冬の巨人

冬の巨人 (徳間デュアル文庫 ふ 1-3)
冬の巨人 (徳間デュアル文庫 ふ 1-3)古橋 秀之

徳間書店 2007-04-10
売り上げランキング : 95687

おすすめ平均 star
starとにかく最後まで

Amazonで詳しく見る
by G-Tools

まいじゃー推進委員会!さんで絶賛されていたのを偶然発見・購入・読破と進んだ訳ですが・・・これは確かに良い。分類的にSFとしていますが、厳密には異世界ファンタジー作品ですかね。

ストーリー

巨大な、あまりにも巨大な人影が、ゆっくりと果ての無いと思えるような雪原世界を歩いている。
その人影は”巨人(ミール)”と呼ばれた。
人間達はミールにしてみれば蟻のようで、ミールの足や腰、肩の上にへばりつくようにして暮らしている。ミールは雪に閉ざされた世界の中で人々が暮らすための世界そのものであり、街であり、謎の存在でもあるのだった。
そんなミールの上で人たちは街を作り、暮らしている。ミールの上には「天球(ニエーバ)」と呼ばれる選ばれたもの達が住める凍える事の無い場所があるかと思えば、寒さに怯えながら暮らす「天球の外」の厳しい外気に晒された暮らしもあるのだった。
少年・オーリャはそんなミールのはずれの街で貧しい暮らしをしている少年。彼は冒険心溢れる老教授のディエーニンに見いだされてミールの調査に協力して、時には巨人の足から吹雪の包み込む大地に降りてミールを見上げたり、あるいは空の上からミールを見たりしていた。
ゆっくりと人を、街を、世界を乗せたまま何処かに向かって冬を歩き続ける巨人、その千年の歩みの果てにあるのは果たして何か? 
世界を包む吹雪の白と、巨人の上に張りついた街の凍える錆色と、ほんの僅かに残った花々の色と、一瞬差し込む陽光の色——鮮やかに世界を切り取りながら、少年の冒険を描き、また人々の希望と夢を新しいイマジネーションに乗せて描き出したファンタジー作品。

世界観からし

実に良い。
古橋秀行の作り出した世界と細かな描写の数々、見事ですね
私は「作者がゲームの『ワンダと巨像』をやっていて、その時にこのネタを思いついたのかも知れない」とか瞬間的に思ったんですが、それにしたってここまでイメージを膨らませて、人々を息づかせた手腕はもう見事としか。こんなに脳内で色々な妄想が爆発する作品もそうはないです。なんというか、風景描写だけでどんぶり飯3杯位はいけそうというか、そんなんですかね。
うーん、久しぶりに「大予算かけて確かな実力を持ったスタッフ達が映画化とかしないかな・・・」とか思えた作品ですね。まあ、溢れ出すイメージは小説だからこそのものかもしれませんが、この話に絵がついて動いている所も見てみたいような気がします。

キャラクターも

いいですね。
そんなに会話が連続して続くような作品ではないのですが、各キャラクターがしっかりと立っています。また久しぶりにロシア系の名前のついた本を読みました(ひょっとしたら学生時代に読んだ「戦争と平和」以来かも?)。フルネームに加えてあだ名が付く感じがなんとも独特で良いですね。
主人公のオーリャは実は本名オレグですが、みんなオーリャと呼んでます。大人しくて優しく、素直で観察力に優れ、型に捕われない思考の持ち主として書かれます。ちょっとオーリャの紹介かわりに、教授と彼の会話を抜き出してみましょう。
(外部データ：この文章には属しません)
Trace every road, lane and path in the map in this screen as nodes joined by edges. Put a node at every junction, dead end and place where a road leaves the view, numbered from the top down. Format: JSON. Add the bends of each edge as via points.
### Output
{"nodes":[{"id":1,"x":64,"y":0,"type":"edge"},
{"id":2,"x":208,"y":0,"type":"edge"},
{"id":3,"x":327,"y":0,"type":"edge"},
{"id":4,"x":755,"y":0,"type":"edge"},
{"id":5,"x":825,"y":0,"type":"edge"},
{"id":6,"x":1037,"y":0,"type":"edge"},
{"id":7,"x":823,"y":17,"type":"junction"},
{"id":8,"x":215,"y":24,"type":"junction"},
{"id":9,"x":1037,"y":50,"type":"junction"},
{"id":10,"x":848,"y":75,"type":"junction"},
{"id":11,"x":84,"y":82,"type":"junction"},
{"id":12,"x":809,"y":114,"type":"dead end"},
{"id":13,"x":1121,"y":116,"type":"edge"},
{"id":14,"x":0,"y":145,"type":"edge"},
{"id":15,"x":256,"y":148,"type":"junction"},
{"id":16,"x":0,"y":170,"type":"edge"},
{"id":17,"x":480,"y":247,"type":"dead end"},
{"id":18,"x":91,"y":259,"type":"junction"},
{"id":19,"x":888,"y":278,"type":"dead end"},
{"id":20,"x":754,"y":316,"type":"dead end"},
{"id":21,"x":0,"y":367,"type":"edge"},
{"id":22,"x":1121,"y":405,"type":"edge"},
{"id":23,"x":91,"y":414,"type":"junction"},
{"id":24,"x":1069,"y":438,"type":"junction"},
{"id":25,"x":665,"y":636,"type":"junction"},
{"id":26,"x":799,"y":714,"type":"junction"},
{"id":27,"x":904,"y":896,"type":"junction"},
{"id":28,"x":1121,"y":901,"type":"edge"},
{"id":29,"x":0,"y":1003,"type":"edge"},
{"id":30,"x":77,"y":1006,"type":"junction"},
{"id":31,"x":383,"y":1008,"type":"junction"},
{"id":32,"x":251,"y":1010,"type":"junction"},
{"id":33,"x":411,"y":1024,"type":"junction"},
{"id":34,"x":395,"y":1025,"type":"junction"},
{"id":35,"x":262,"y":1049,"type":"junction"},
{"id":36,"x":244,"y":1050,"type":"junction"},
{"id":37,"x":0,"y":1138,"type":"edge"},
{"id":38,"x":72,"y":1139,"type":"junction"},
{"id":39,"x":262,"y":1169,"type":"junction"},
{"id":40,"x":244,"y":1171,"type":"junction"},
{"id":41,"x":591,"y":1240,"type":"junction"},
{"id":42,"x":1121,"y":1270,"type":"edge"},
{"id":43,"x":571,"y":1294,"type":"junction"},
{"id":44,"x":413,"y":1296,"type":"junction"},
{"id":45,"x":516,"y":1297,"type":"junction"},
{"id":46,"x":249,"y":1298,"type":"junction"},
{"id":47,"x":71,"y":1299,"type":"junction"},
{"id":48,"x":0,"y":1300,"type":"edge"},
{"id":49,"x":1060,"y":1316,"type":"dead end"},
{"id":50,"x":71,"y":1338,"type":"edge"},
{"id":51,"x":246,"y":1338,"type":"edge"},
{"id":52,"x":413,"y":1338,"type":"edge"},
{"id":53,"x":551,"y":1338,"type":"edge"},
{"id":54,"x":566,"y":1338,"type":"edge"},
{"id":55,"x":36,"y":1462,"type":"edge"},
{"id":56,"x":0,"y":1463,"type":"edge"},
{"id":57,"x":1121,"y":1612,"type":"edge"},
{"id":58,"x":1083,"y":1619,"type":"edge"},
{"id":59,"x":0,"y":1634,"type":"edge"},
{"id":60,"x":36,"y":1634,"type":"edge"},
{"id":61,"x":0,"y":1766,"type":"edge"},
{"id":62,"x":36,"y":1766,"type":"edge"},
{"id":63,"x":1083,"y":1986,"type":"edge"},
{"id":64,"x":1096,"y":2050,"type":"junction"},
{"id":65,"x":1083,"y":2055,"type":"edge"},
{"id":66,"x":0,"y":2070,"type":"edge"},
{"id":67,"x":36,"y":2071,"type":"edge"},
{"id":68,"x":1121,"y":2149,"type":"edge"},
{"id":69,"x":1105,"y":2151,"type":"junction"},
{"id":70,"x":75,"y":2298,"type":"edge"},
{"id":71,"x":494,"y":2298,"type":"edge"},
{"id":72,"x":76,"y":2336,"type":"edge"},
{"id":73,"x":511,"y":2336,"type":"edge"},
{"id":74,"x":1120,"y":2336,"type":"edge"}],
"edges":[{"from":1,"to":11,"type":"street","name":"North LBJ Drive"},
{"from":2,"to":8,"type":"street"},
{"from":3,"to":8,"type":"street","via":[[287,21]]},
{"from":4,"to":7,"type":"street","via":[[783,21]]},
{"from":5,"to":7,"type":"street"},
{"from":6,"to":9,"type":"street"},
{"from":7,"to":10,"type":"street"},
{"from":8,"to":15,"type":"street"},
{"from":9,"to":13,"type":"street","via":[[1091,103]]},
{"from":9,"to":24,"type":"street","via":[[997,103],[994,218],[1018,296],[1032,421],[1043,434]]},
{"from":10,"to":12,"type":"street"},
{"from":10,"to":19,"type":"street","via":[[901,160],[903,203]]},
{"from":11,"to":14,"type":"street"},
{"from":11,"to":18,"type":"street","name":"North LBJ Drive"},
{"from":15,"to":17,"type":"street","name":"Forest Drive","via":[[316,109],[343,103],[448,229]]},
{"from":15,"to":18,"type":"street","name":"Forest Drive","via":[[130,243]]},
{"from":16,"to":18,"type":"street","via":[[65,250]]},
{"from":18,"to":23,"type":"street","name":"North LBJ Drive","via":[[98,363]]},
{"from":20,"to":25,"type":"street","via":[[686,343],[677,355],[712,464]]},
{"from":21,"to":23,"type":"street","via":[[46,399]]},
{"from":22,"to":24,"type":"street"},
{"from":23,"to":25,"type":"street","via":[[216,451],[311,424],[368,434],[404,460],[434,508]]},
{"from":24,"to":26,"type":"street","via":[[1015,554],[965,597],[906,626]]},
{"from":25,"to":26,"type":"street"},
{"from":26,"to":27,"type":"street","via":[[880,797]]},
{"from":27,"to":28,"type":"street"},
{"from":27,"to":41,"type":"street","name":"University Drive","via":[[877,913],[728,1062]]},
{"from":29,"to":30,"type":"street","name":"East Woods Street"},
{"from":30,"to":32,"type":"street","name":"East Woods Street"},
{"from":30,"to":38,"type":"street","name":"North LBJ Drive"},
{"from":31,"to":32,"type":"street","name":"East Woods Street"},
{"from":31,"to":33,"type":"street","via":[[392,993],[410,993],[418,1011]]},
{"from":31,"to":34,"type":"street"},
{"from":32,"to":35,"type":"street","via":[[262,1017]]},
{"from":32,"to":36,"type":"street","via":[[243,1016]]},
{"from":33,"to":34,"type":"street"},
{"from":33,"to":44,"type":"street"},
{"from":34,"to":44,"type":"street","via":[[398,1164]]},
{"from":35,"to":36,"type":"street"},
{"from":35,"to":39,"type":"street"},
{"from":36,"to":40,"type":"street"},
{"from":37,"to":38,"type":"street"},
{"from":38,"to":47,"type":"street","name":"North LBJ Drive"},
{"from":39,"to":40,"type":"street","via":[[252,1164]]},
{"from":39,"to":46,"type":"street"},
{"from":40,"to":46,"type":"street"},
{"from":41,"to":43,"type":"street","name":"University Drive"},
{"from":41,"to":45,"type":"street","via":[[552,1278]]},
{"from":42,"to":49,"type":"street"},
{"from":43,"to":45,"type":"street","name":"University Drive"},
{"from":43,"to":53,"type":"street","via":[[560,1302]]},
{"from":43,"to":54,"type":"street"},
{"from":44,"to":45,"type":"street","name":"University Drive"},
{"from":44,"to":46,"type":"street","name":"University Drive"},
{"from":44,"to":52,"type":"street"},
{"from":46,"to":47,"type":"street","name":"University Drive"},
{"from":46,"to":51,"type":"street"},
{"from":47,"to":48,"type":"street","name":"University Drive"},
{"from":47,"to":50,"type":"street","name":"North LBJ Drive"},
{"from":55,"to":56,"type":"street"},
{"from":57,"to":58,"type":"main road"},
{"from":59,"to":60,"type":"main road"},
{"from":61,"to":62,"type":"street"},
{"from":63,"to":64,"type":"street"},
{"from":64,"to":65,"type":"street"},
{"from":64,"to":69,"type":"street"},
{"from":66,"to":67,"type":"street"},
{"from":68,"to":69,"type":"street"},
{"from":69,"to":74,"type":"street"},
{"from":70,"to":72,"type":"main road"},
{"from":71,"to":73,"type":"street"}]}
「ミールが大雪原を超えてどこに至るのか! それは我々の認識を越えた、大いなる主題と言うべきだろう!」
「……仕事場に着いて、働き始めるんでしょうか」
オーリャが呟くと、ディエーニンは破顔一笑した。
「おお、巨人の街に、巨人の社会か! それはすばらしく壮大な想像だ! オーリャ!」

ディエーニンの人がらも良いですね。
また、ヒロインに可愛らしい女の子が出てくるんですが、その子のフルネームはエフゲーニヤ・コンスタンティナ・ザヴォーティナですが、愛称は「ジェーニャ」だったりします。いわゆる良いとこのお嬢様でおませな感じがしますが、いい子ですね。オーリャがスケッチが得意だと知ったジェーニャは彼を自分にとって特別な場所に案内して、その上で自分の絵を描くように催促します。

「一番可愛いあたしを、そこで描いて」
「え、あ……うん」

うーん、可愛いですね。
でも個人的にお気に入りはオーリャの元にいて、作品で時々象徴的に現れる「アンドリューシャ」と名前の付いた猫だったりして・・・可愛い。
あと一人、物語の中核にいる重要人物が出てきますが、それは本編でご確認下さい。

総合

星5つ。
貧しくて、侘しくて、それでも希望に満ちていて、そして夢と未来があります。
多少「童話的」と思える展開だったり、作風ではありますが、それにしても紡がれた世界のイメージが素晴らしい。これは是非とも読んで頂きたい作品なんですが・・・古橋秀行だからきっとまた売れないんじゃないかな・・・なんて思ってみたりして。でも良い本だと思いますね。というか「超妹大戦シスマゲドン」とかのはっちゃけた作品を書いた作者とは思えない作品。本当に同一人物なのだろうか?
イラストは藤城陽氏ですが、作品の雰囲気にあった実に良い仕事をしています。だた、口絵カラーが1ページしか無いのが残念でしたね、もっとカラーイラストが見たかった・・・。

感想リンク

Alles ist im Wandelのコウさんは「個人的に"ミミズクと夜の王"より楽しめました。」と書いていますが、比較対象にミミズクを持ってくる辺り、良く分かりますね。コウさんの感想を読んでみて「なるほど!」と思ってしまいました。
何となく思ったんですが、あちらが「少女の童話」だとしたらこちらは「少年の冒険」だからかな〜って所ですかね。